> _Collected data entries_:
++++++++++

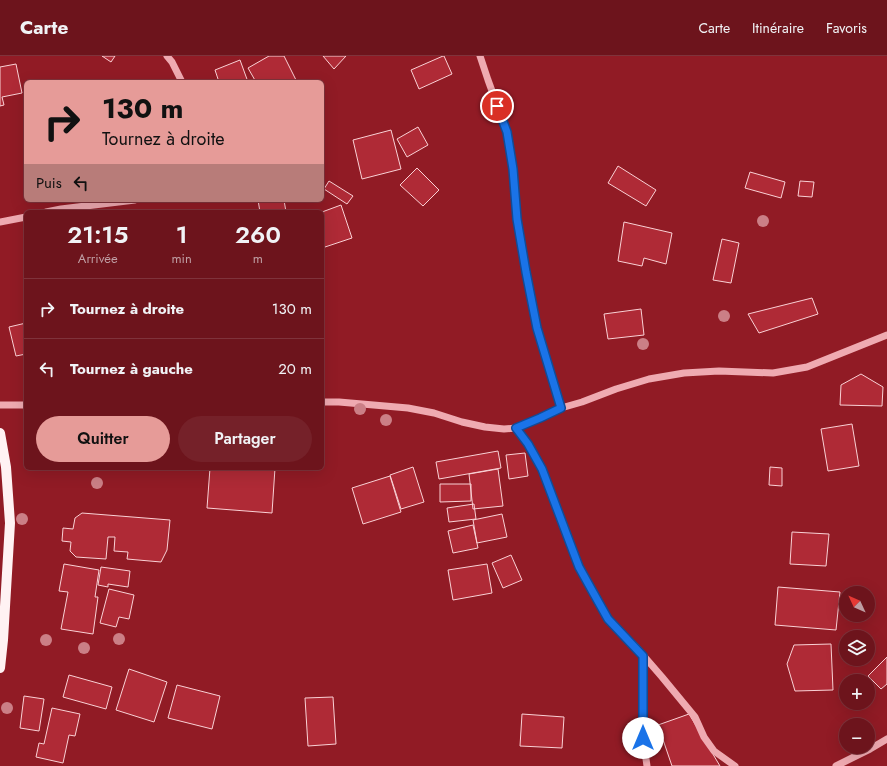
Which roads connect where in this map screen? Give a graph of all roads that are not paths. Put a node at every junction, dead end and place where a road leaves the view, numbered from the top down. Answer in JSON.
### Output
{"nodes":[{"id":1,"x":167,"y":56,"type":"edge"},
{"id":2,"x":480,"y":56,"type":"edge"},
{"id":3,"x":181,"y":80,"type":"edge"},
{"id":4,"x":119,"y":202,"type":"edge"},
{"id":5,"x":56,"y":210,"type":"edge"},
{"id":6,"x":24,"y":217,"type":"edge"},
{"id":7,"x":0,"y":222,"type":"edge"},
{"id":8,"x":887,"y":335,"type":"edge"},
{"id":9,"x":324,"y":402,"type":"edge"},
{"id":10,"x":0,"y":405,"type":"edge"},
{"id":11,"x":24,"y":405,"type":"edge"},
{"id":12,"x":561,"y":408,"type":"junction"},
{"id":13,"x":516,"y":428,"type":"junction"},
{"id":14,"x":0,"y":433,"type":"edge"},
{"id":15,"x":3,"y":468,"type":"edge"},
{"id":16,"x":643,"y":656,"type":"junction"},
{"id":17,"x":0,"y":668,"type":"edge"},
{"id":18,"x":887,"y":739,"type":"edge"},
{"id":19,"x":647,"y":766,"type":"edge"},
{"id":20,"x":734,"y":766,"type":"edge"},
{"id":21,"x":836,"y":766,"type":"edge"}],
"edges":[{"from":1,"to":3,"type":"street"},
{"from":2,"to":12,"type":"street"},
{"from":4,"to":5,"type":"street"},
{"from":6,"to":7,"type":"street"},
{"from":8,"to":12,"type":"street"},
{"from":9,"to":13,"type":"street"},
{"from":10,"to":11,"type":"street"},
{"from":12,"to":13,"type":"street"},
{"from":13,"to":16,"type":"street"},
{"from":14,"to":15,"type":"main road"},
{"from":15,"to":17,"type":"main road"},
{"from":16,"to":19,"type":"street"},
{"from":16,"to":20,"type":"street"},
{"from":18,"to":21,"type":"street"}]}
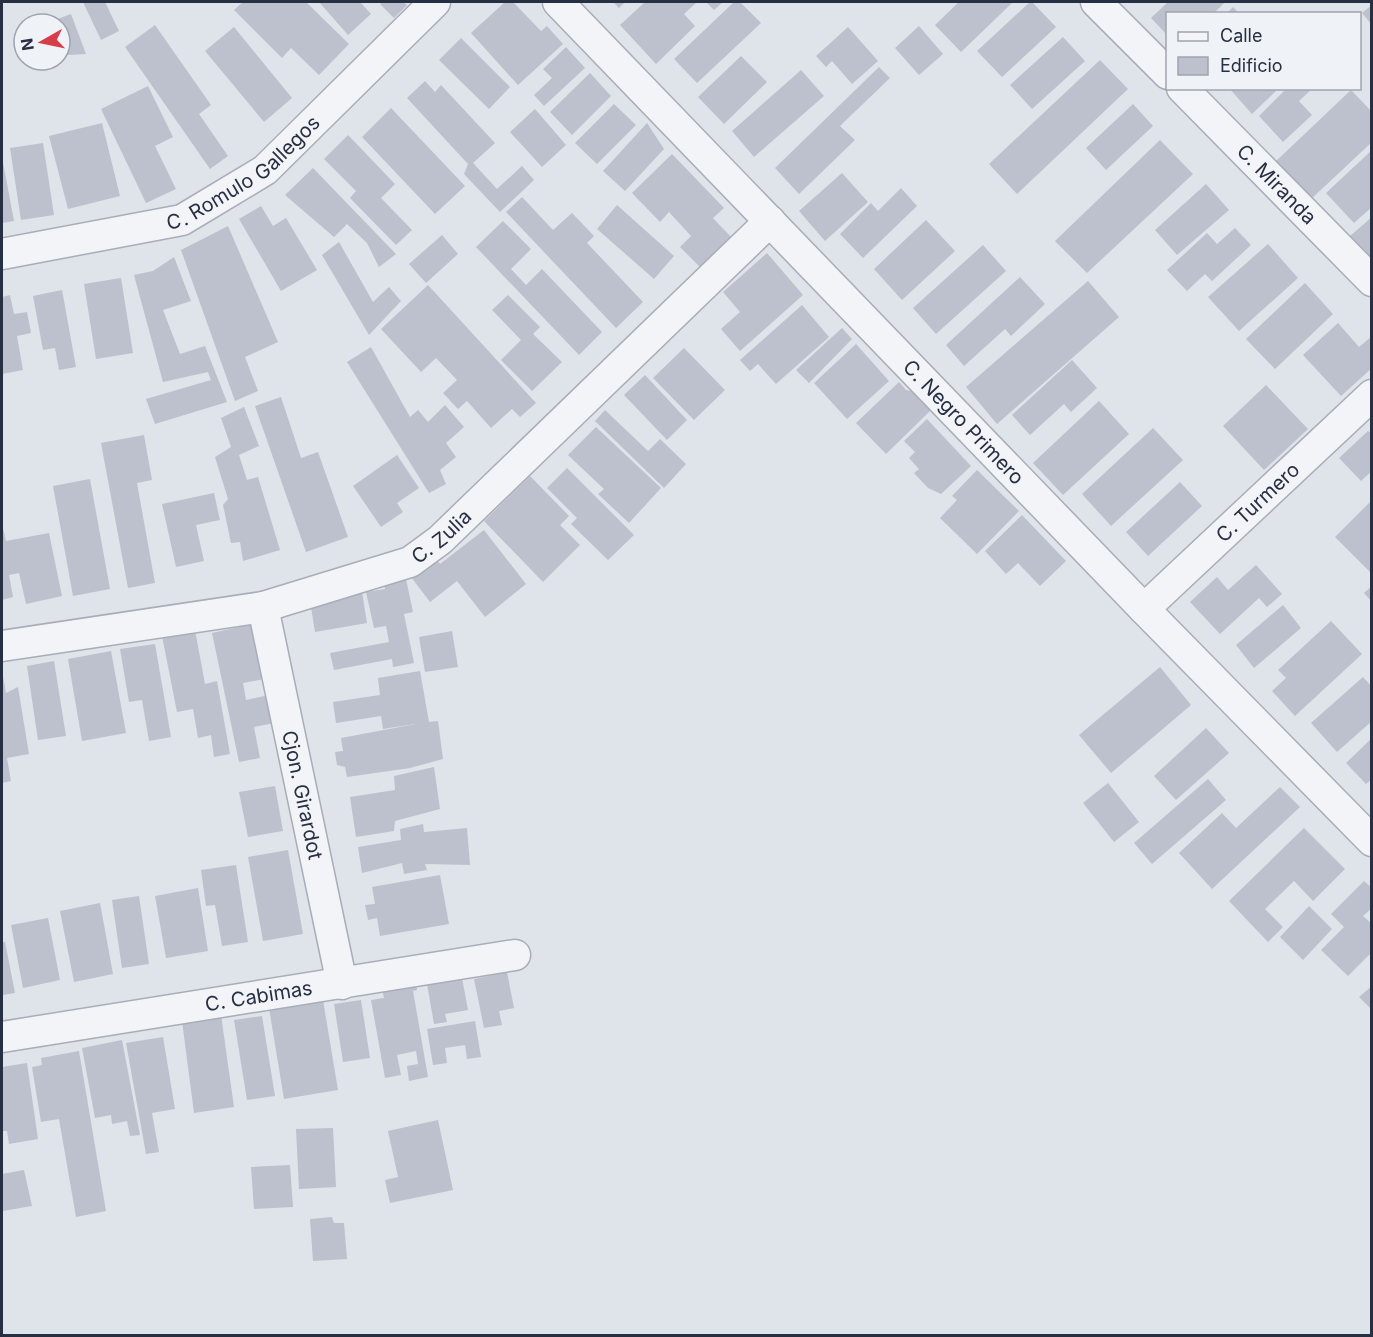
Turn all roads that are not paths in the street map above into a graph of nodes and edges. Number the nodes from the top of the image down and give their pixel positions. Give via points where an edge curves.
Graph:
1 (435, 2) edge
2 (558, 2) edge
3 (1096, 2) edge
4 (1166, 73) edge
5 (1184, 90) edge
6 (770, 221) junction
7 (2, 254) edge
8 (1371, 281) edge
9 (1371, 395) edge
10 (263, 607) junction
11 (1144, 609) junction
12 (2, 646) edge
13 (1371, 841) edge
14 (515, 955) dead end
15 (342, 984) junction
16 (2, 1037) edge

1 - 7 street, C. Romulo Gallegos via 265,170 182,220
2 - 6 street, C. Negro Primero
3 - 4 street
5 - 8 street, C. Miranda
6 - 10 street, C. Zulia via 440,540 410,562
6 - 11 street, C. Negro Primero
9 - 11 street, C. Turmero
10 - 12 street, C. Zulia
10 - 15 street, Cjon. Girardot
11 - 13 street, C. Negro Primero
14 - 15 street, C. Cabimas
15 - 16 street, C. Cabimas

++++++++++

> _Work instructions_: Nothing but an exact copy of the data above, minus its pictures, should appear in the response.

> _Final answer_:
Which roads connect where in this map screen? Give a graph of all roads that are not paths. Put a node at every junction, dead end and place where a road leaves the view, numbered from the top down. Answer in JSON.
### Output
{"nodes":[{"id":1,"x":167,"y":56,"type":"edge"},
{"id":2,"x":480,"y":56,"type":"edge"},
{"id":3,"x":181,"y":80,"type":"edge"},
{"id":4,"x":119,"y":202,"type":"edge"},
{"id":5,"x":56,"y":210,"type":"edge"},
{"id":6,"x":24,"y":217,"type":"edge"},
{"id":7,"x":0,"y":222,"type":"edge"},
{"id":8,"x":887,"y":335,"type":"edge"},
{"id":9,"x":324,"y":402,"type":"edge"},
{"id":10,"x":0,"y":405,"type":"edge"},
{"id":11,"x":24,"y":405,"type":"edge"},
{"id":12,"x":561,"y":408,"type":"junction"},
{"id":13,"x":516,"y":428,"type":"junction"},
{"id":14,"x":0,"y":433,"type":"edge"},
{"id":15,"x":3,"y":468,"type":"edge"},
{"id":16,"x":643,"y":656,"type":"junction"},
{"id":17,"x":0,"y":668,"type":"edge"},
{"id":18,"x":887,"y":739,"type":"edge"},
{"id":19,"x":647,"y":766,"type":"edge"},
{"id":20,"x":734,"y":766,"type":"edge"},
{"id":21,"x":836,"y":766,"type":"edge"}],
"edges":[{"from":1,"to":3,"type":"street"},
{"from":2,"to":12,"type":"street"},
{"from":4,"to":5,"type":"street"},
{"from":6,"to":7,"type":"street"},
{"from":8,"to":12,"type":"street"},
{"from":9,"to":13,"type":"street"},
{"from":10,"to":11,"type":"street"},
{"from":12,"to":13,"type":"street"},
{"from":13,"to":16,"type":"street"},
{"from":14,"to":15,"type":"main road"},
{"from":15,"to":17,"type":"main road"},
{"from":16,"to":19,"type":"street"},
{"from":16,"to":20,"type":"street"},
{"from":18,"to":21,"type":"street"}]}
Turn all roads that are not paths in the street map above into a graph of nodes and edges. Number the nodes from the top of the image down and give their pixel positions. Give via points where an edge curves.
Graph:
1 (435, 2) edge
2 (558, 2) edge
3 (1096, 2) edge
4 (1166, 73) edge
5 (1184, 90) edge
6 (770, 221) junction
7 (2, 254) edge
8 (1371, 281) edge
9 (1371, 395) edge
10 (263, 607) junction
11 (1144, 609) junction
12 (2, 646) edge
13 (1371, 841) edge
14 (515, 955) dead end
15 (342, 984) junction
16 (2, 1037) edge

1 - 7 street, C. Romulo Gallegos via 265,170 182,220
2 - 6 street, C. Negro Primero
3 - 4 street
5 - 8 street, C. Miranda
6 - 10 street, C. Zulia via 440,540 410,562
6 - 11 street, C. Negro Primero
9 - 11 street, C. Turmero
10 - 12 street, C. Zulia
10 - 15 street, Cjon. Girardot
11 - 13 street, C. Negro Primero
14 - 15 street, C. Cabimas
15 - 16 street, C. Cabimas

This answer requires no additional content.